Notre Dame’s new ACC schedule is one of the easier ones in the league. The Fighting Irish’s 10-game slate ranks 10th in the conference in total opponent SP+ at 55. The toughest game, Clemson, is at home as originally scheduled.
The schedule isn’t complete fluff to be dismissed, though. It contains three of the top four — and five of the top seven — ACC teams in the preseason SP+ ratings, which take into account returning production, recent history and recent recruiting. A tricky road game at North Carolina (17th in preseason SP+) was added to the slate of the six original ACC teams, which included popular surprise team picks Pittsburgh and Louisville.

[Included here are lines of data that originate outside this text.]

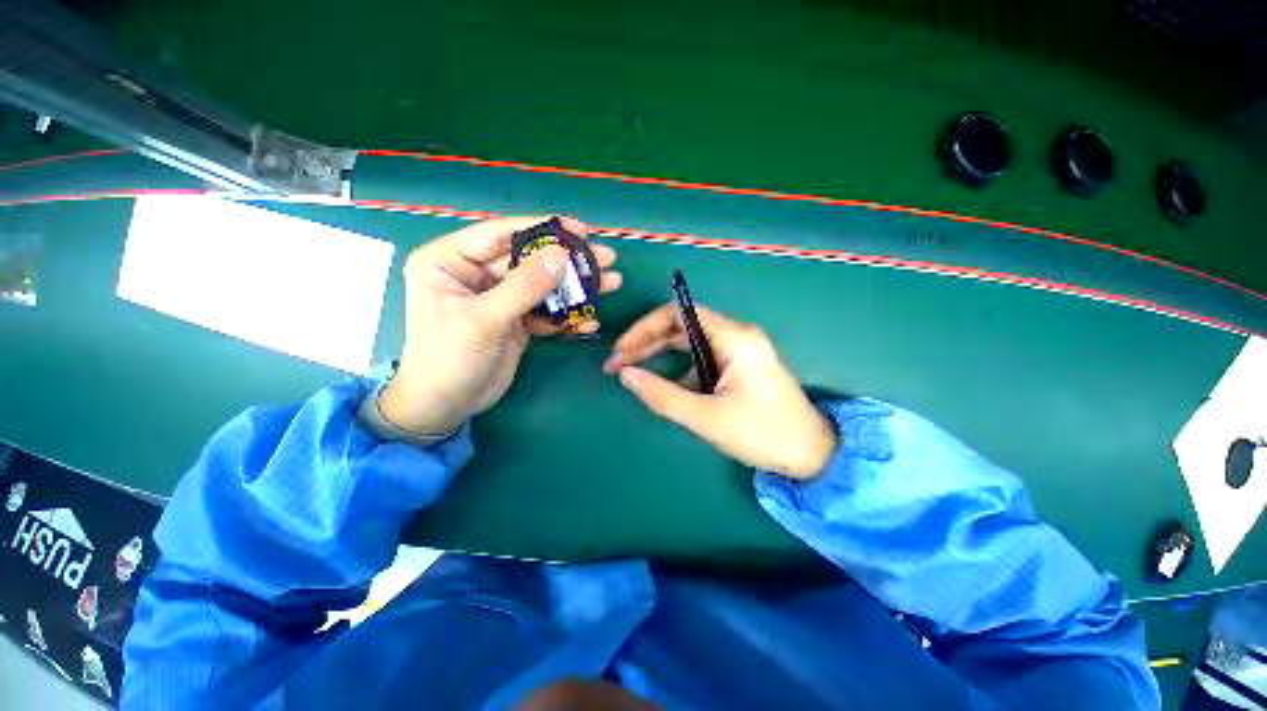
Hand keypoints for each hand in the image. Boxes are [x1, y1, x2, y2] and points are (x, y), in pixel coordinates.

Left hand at [380, 216, 620, 435]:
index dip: (542, 228)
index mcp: (451, 261)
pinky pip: (546, 312)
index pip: (501, 234)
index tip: (581, 229)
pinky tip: (590, 321)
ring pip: (543, 286)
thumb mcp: (484, 319)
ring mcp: (499, 299)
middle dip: (569, 261)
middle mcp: (476, 274)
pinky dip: (568, 317)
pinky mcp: (516, 321)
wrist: (445, 406)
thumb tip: (561, 255)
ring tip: (610, 283)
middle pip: (530, 260)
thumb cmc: (448, 358)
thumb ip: (524, 287)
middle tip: (606, 257)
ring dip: (575, 288)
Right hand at [603, 304, 836, 478]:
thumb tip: (626, 374)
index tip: (622, 351)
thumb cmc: (763, 434)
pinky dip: (679, 370)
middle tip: (618, 365)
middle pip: (682, 328)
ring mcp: (739, 351)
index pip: (680, 315)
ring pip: (690, 344)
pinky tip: (665, 389)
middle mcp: (737, 336)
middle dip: (647, 343)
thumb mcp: (706, 418)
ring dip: (660, 357)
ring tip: (633, 374)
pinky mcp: (739, 367)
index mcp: (734, 338)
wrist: (812, 455)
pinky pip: (701, 360)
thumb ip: (662, 395)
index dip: (645, 328)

Whatever the schedule presented, reaching the ACC championship game would have been the expectation for a Notre Dame team that has the ingredients to be one of Brian Kelly’s best. Can Notre Dame actually do it? BlueandGold.com’s Patrick Engel and Lou Somogyi discuss.
BUY: By Patrick Engel
Notre Dame, in its most stable state since the 1990s, joined what has been the lowest-rated Power Five conference the last two seasons. There is a reason the talk of an ACC title game appearance arose so fast. College football conferences operate in cyclical fashion, and right now the ACC is in a less desirable part of the cycle.
I’m leaning on the trend that has manifested the last three years until I see it disproven: Notre Dame has proven it handle games against the ACC’s second tier, and it will handle all the non-Clemson opponents on the schedule and set up a title game rematch with the Tigers.